The town of Hadleyburg is a modern version of Eseldorf in many aspects. It was considered by outsiders the “most honest and upright town in all the region around about,” but only superficially.(231) The reality of the village’s nature becomes clear when a sum of money is given to one of the nineteen principal families by a stranger. He charges them to find the towns?person who did him a great service while he was in Hadleyburg and deliver the money to him. This money represents the first temptation the town has had to face and tests the citizens’ true nature. Enticed with the thought of a better life, the residents are “as weak as water” and the town’s grand reputation goes “to ruin like a house of cards.”(241) Everyone wants the money but no one has the right to claim it until the Nineteener’s receive a letter containing the remark that will guarantee them the gold. However each letter contains the same remark and consequently the “wretched Nineteen” are revealed by an elaborately false scheme by a bitter stranger to be fraud. The idea that human nature is incorruptible is an impossible one because society is not perfect and temptation is always present. Residents of Hadleyburg believe they are ideal but when faced with a new, appealing source of happiness qualities like stinginess, and greediness surface.
The man that corrupted Hadleyburg is blameless except for the invention of the temptation.
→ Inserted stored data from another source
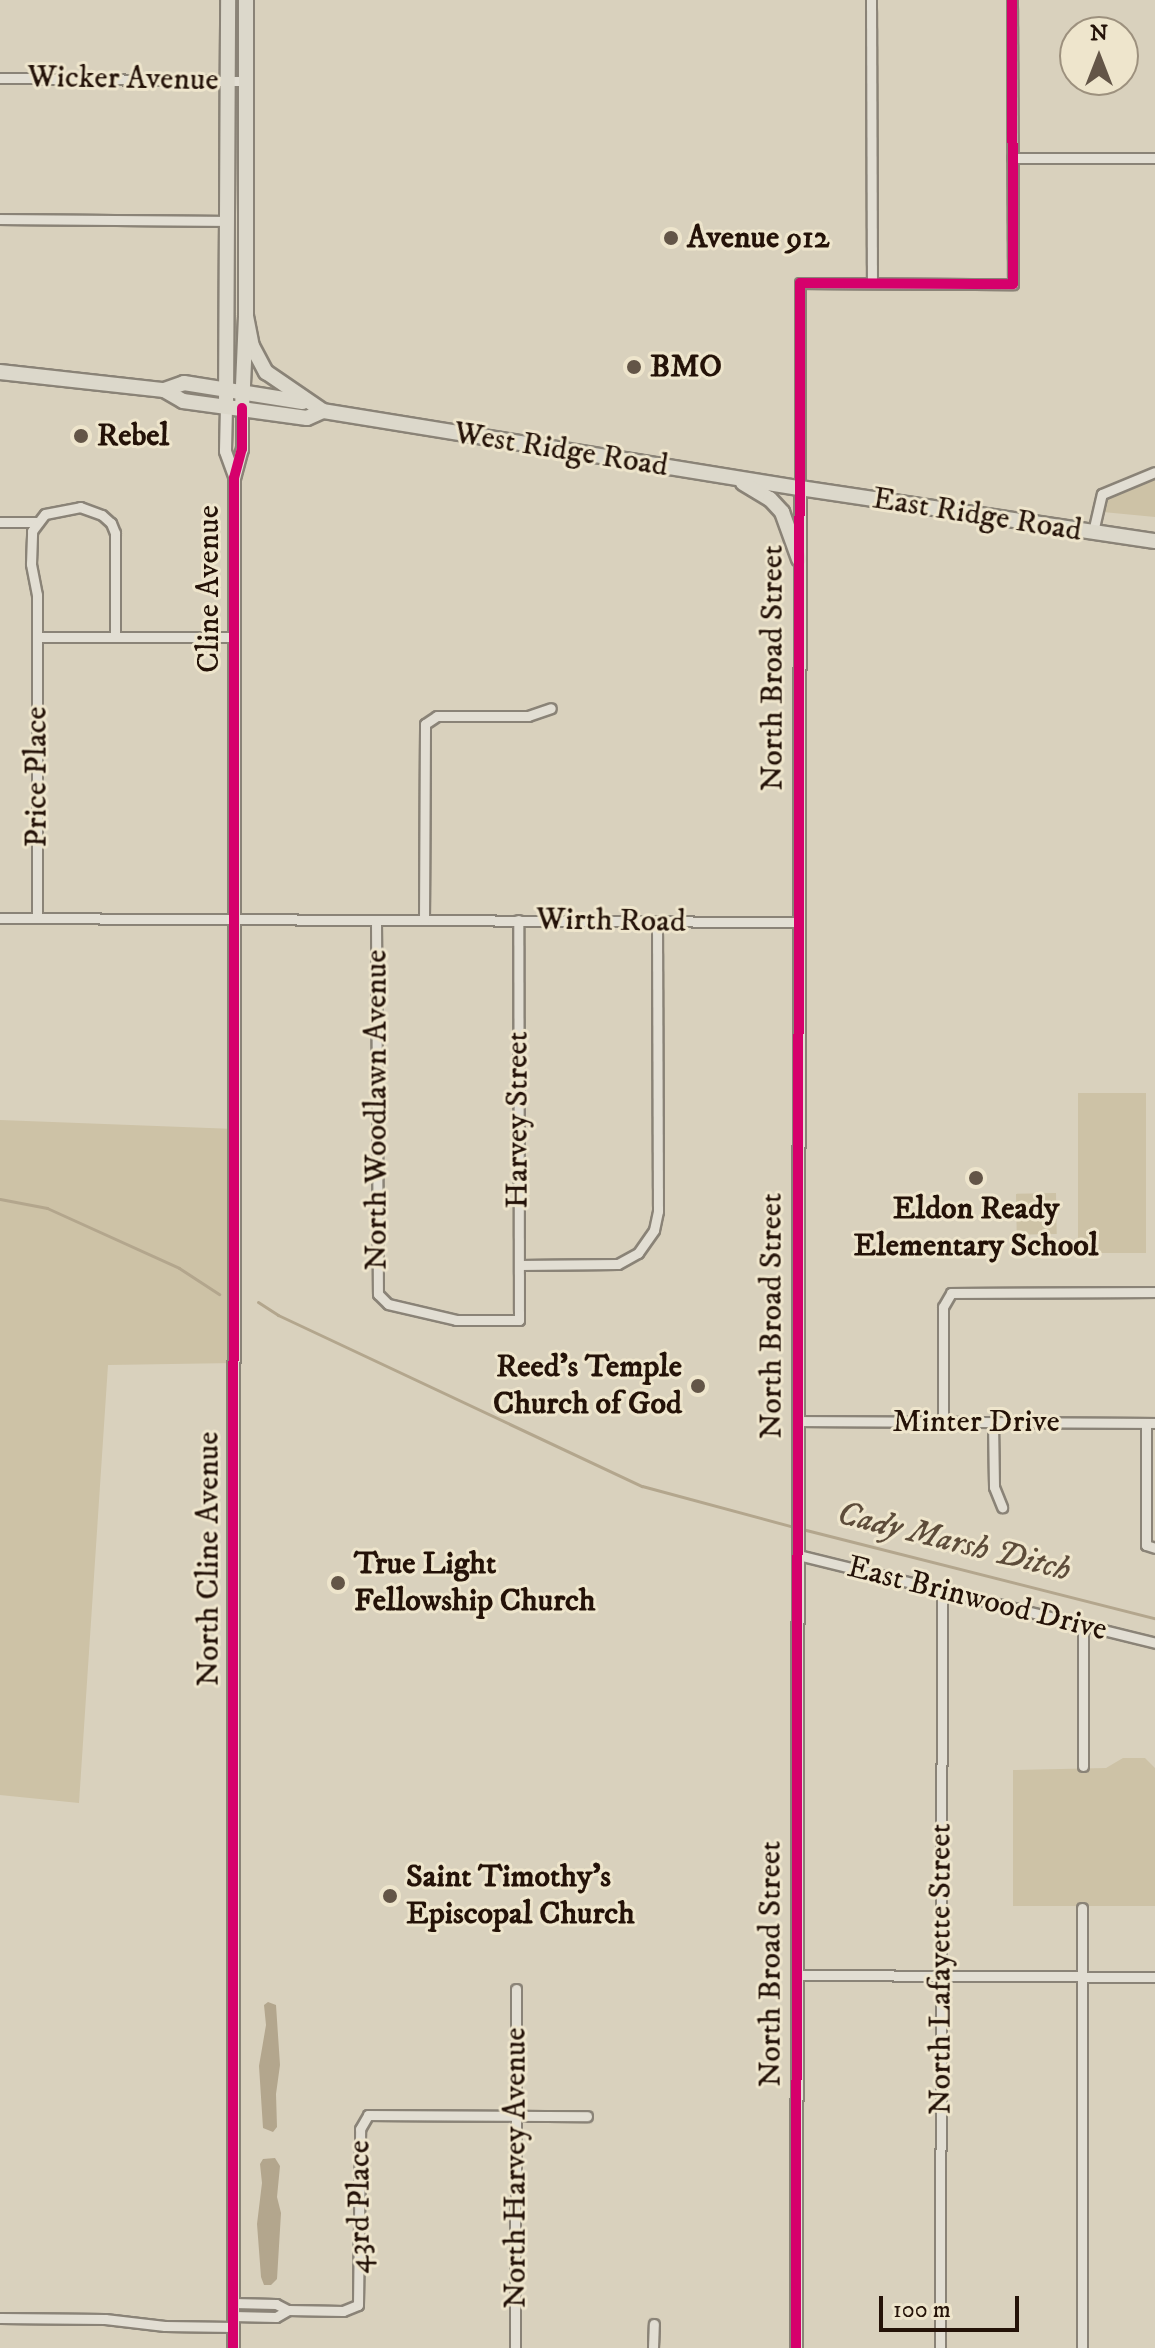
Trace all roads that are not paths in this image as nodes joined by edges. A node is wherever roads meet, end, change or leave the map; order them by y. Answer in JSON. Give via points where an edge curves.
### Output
{"nodes":[{"id":1,"x":228,"y":0,"type":"edge"},
{"id":2,"x":246,"y":0,"type":"edge"},
{"id":3,"x":871,"y":0,"type":"edge"},
{"id":4,"x":1012,"y":0,"type":"edge"},
{"id":5,"x":0,"y":78,"type":"edge"},
{"id":6,"x":228,"y":80,"type":"junction"},
{"id":7,"x":246,"y":81,"type":"junction"},
{"id":8,"x":1012,"y":158,"type":"junction"},
{"id":9,"x":1155,"y":158,"type":"edge"},
{"id":10,"x":0,"y":219,"type":"edge"},
{"id":11,"x":228,"y":221,"type":"junction"},
{"id":12,"x":872,"y":283,"type":"junction"},
{"id":13,"x":246,"y":316,"type":"junction"},
{"id":14,"x":0,"y":372,"type":"edge"},
{"id":15,"x":164,"y":390,"type":"junction"},
{"id":16,"x":235,"y":390,"type":"junction"},
{"id":17,"x":226,"y":406,"type":"junction"},
{"id":18,"x":316,"y":407,"type":"junction"},
{"id":19,"x":242,"y":408,"type":"junction"},
{"id":20,"x":1155,"y":472,"type":"edge"},
{"id":21,"x":732,"y":477,"type":"junction"},
{"id":22,"x":234,"y":478,"type":"junction"},
{"id":23,"x":800,"y":488,"type":"junction"},
{"id":24,"x":0,"y":522,"type":"edge"},
{"id":25,"x":36,"y":522,"type":"junction"},
{"id":26,"x":1093,"y":532,"type":"junction"},
{"id":27,"x":1155,"y":541,"type":"edge"},
{"id":28,"x":799,"y":559,"type":"junction"},
{"id":29,"x":37,"y":637,"type":"junction"},
{"id":30,"x":115,"y":637,"type":"junction"},
{"id":31,"x":235,"y":637,"type":"junction"},
{"id":32,"x":551,"y":708,"type":"dead end"},
{"id":33,"x":236,"y":771,"type":"joint"},
{"id":34,"x":0,"y":918,"type":"edge"},
{"id":35,"x":37,"y":918,"type":"junction"},
{"id":36,"x":236,"y":919,"type":"junction"},
{"id":37,"x":376,"y":920,"type":"junction"},
{"id":38,"x":424,"y":920,"type":"junction"},
{"id":39,"x":518,"y":920,"type":"junction"},
{"id":40,"x":657,"y":922,"type":"junction"},
{"id":41,"x":797,"y":922,"type":"junction"},
{"id":42,"x":519,"y":1265,"type":"junction"},
{"id":43,"x":1155,"y":1292,"type":"edge"},
{"id":44,"x":519,"y":1320,"type":"joint"},
{"id":45,"x":797,"y":1421,"type":"junction"},
{"id":46,"x":943,"y":1422,"type":"junction"},
{"id":47,"x":993,"y":1422,"type":"junction"},
{"id":48,"x":1151,"y":1423,"type":"edge"},
{"id":49,"x":1002,"y":1507,"type":"dead end"},
{"id":50,"x":1150,"y":1546,"type":"edge"},
{"id":51,"x":798,"y":1555,"type":"junction"},
{"id":52,"x":942,"y":1590,"type":"junction"},
{"id":53,"x":1083,"y":1625,"type":"junction"},
{"id":54,"x":1155,"y":1643,"type":"edge"},
{"id":55,"x":1083,"y":1766,"type":"dead end"},
{"id":56,"x":1082,"y":1908,"type":"dead end"},
{"id":57,"x":797,"y":1975,"type":"junction"},
{"id":58,"x":941,"y":1976,"type":"junction"},
{"id":59,"x":1082,"y":1976,"type":"junction"},
{"id":60,"x":1155,"y":1977,"type":"edge"},
{"id":61,"x":516,"y":1989,"type":"dead end"},
{"id":62,"x":516,"y":2115,"type":"junction"},
{"id":63,"x":587,"y":2116,"type":"dead end"},
{"id":64,"x":233,"y":2316,"type":"junction"},
{"id":65,"x":0,"y":2318,"type":"edge"},
{"id":66,"x":654,"y":2324,"type":"dead end"},
{"id":67,"x":233,"y":2348,"type":"edge"},
{"id":68,"x":515,"y":2348,"type":"edge"},
{"id":69,"x":653,"y":2348,"type":"edge"},
{"id":70,"x":796,"y":2348,"type":"edge"},
{"id":71,"x":940,"y":2348,"type":"edge"},
{"id":72,"x":1082,"y":2348,"type":"edge"}],
"edges":[{"from":1,"to":6,"type":"main road","name":"Cline Avenue"},
{"from":2,"to":7,"type":"main road","name":"Cline Avenue"},
{"from":3,"to":12,"type":"street"},
{"from":4,"to":8,"type":"street"},
{"from":5,"to":6,"type":"street","name":"Wicker Avenue"},
{"from":6,"to":7,"type":"street","name":"Wicker Avenue"},
{"from":6,"to":11,"type":"main road","name":"Cline Avenue"},
{"from":7,"to":13,"type":"main road","name":"Cline Avenue"},
{"from":8,"to":9,"type":"street"},
{"from":8,"to":12,"type":"street","via":[[1013,284]]},
{"from":10,"to":11,"type":"street"},
{"from":11,"to":16,"type":"main road","name":"Cline Avenue"},
{"from":12,"to":23,"type":"street","name":"North Broad Street","via":[[800,283]]},
{"from":13,"to":16,"type":"main road","name":"Cline Avenue"},
{"from":13,"to":18,"type":"main road","via":[[252,346],[266,372]]},
{"from":14,"to":15,"type":"main road"},
{"from":15,"to":16,"type":"main road","name":"West Ridge Road","via":[[184,383]]},
{"from":15,"to":17,"type":"main road","name":"West Ridge Road","via":[[183,401]]},
{"from":16,"to":17,"type":"main road","name":"Cline Avenue"},
{"from":16,"to":18,"type":"main road","name":"West Ridge Road"},
{"from":16,"to":19,"type":"main road","name":"Cline Avenue"},
{"from":17,"to":19,"type":"main road","name":"West Ridge Road"},
{"from":17,"to":22,"type":"street","name":"Cline Avenue","via":[[225,451]]},
{"from":18,"to":19,"type":"main road","name":"West Ridge Road","via":[[307,418]]},
{"from":18,"to":21,"type":"main road","name":"West Ridge Road"},
{"from":19,"to":22,"type":"street","name":"Cline Avenue","via":[[242,449]]},
{"from":20,"to":26,"type":"street","via":[[1102,494]]},
{"from":21,"to":23,"type":"main road","name":"West Ridge Road"},
{"from":21,"to":28,"type":"main road","via":[[782,512]]},
{"from":22,"to":31,"type":"street","name":"Cline Avenue"},
{"from":23,"to":26,"type":"main road","name":"East Ridge Road"},
{"from":23,"to":28,"type":"street","name":"North Broad Street"},
{"from":24,"to":25,"type":"street"},
{"from":25,"to":29,"type":"street","name":"Price Place","via":[[31,564]]},
{"from":25,"to":30,"type":"street","via":[[71,507],[94,511],[111,523]]},
{"from":26,"to":27,"type":"main road","name":"East Ridge Road"},
{"from":28,"to":41,"type":"street","name":"North Broad Street"},
{"from":29,"to":30,"type":"street"},
{"from":29,"to":35,"type":"street","name":"Price Place"},
{"from":30,"to":31,"type":"street"},
{"from":31,"to":33,"type":"street","name":"Cline Avenue"},
{"from":32,"to":38,"type":"street","via":[[528,716],[437,716],[427,721]]},
{"from":33,"to":36,"type":"street","name":"North Cline Avenue"},
{"from":34,"to":35,"type":"street","name":"Wirth Road"},
{"from":35,"to":36,"type":"street","name":"Wirth Road"},
{"from":36,"to":37,"type":"street","name":"Wirth Road"},
{"from":36,"to":64,"type":"street","name":"North Cline Avenue"},
{"from":37,"to":38,"type":"street","name":"Wirth Road"},
{"from":37,"to":44,"type":"street","name":"North Woodlawn Avenue","via":[[380,1299],[449,1319]]},
{"from":38,"to":39,"type":"street","name":"Wirth Road"},
{"from":39,"to":40,"type":"street","name":"Wirth Road"},
{"from":39,"to":42,"type":"street","name":"Harvey Street"},
{"from":40,"to":41,"type":"street","name":"Wirth Road"},
{"from":40,"to":42,"type":"street","via":[[654,1230],[646,1245],[618,1264]]},
{"from":41,"to":45,"type":"street","name":"North Broad Street"},
{"from":42,"to":44,"type":"street","name":"Harvey Street"},
{"from":43,"to":46,"type":"street","via":[[951,1293],[943,1307]]},
{"from":45,"to":46,"type":"street","name":"Minter Drive"},
{"from":45,"to":51,"type":"street","name":"North Broad Street"},
{"from":46,"to":47,"type":"street","name":"Minter Drive"},
{"from":47,"to":48,"type":"street","name":"Minter Drive"},
{"from":47,"to":49,"type":"street","via":[[994,1487]]},
{"from":48,"to":50,"type":"street"},
{"from":51,"to":52,"type":"street","name":"East Brinwood Drive"},
{"from":51,"to":57,"type":"street","name":"North Broad Street"},
{"from":52,"to":53,"type":"street","name":"East Brinwood Drive"},
{"from":52,"to":58,"type":"street","name":"North Lafayette Street"},
{"from":53,"to":54,"type":"street","name":"East Brinwood Drive"},
{"from":53,"to":55,"type":"street"},
{"from":56,"to":59,"type":"street"},
{"from":57,"to":58,"type":"street"},
{"from":57,"to":70,"type":"street","name":"North Broad Street"},
{"from":58,"to":59,"type":"street"},
{"from":58,"to":71,"type":"street","name":"North Lafayette Street"},
{"from":59,"to":60,"type":"street"},
{"from":59,"to":72,"type":"street"},
{"from":61,"to":62,"type":"street","name":"North Harvey Avenue"},
{"from":62,"to":63,"type":"street","name":"43rd Place"},
{"from":62,"to":64,"type":"street","name":"43rd Place","via":[[364,2118],[358,2305],[343,2311],[288,2310],[276,2304]]},
{"from":62,"to":68,"type":"street","name":"North Harvey Avenue"},
{"from":64,"to":65,"type":"street","name":"43rd Place","via":[[165,2326],[105,2319]]},
{"from":64,"to":67,"type":"street","name":"North Cline Avenue"},
{"from":66,"to":69,"type":"street"}]}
As Satan did, the stranger merely created a situation which forced the people to see the reality of society’s character. The scheme he devised only worked because the citizens allowed it to by the part they played.
The people of Hadleyburg possess the same weaknesses as the citizens of Eseldorf and though the particulars of each story is different, what they reveal about human nature is the same. The parallels between these stories demonstrate that the appearance of society may change over time but its basic features do not. There is always weakness and corruption and the key to confronting this is through knowledge. If knowledge is withheld from society, people will live in ignorance doing only what they know, and ultimately creating a cycle which, if not stopped, will spread. It is only through people like Satan and the stranger that the truth is revealed and the cycle can be broken.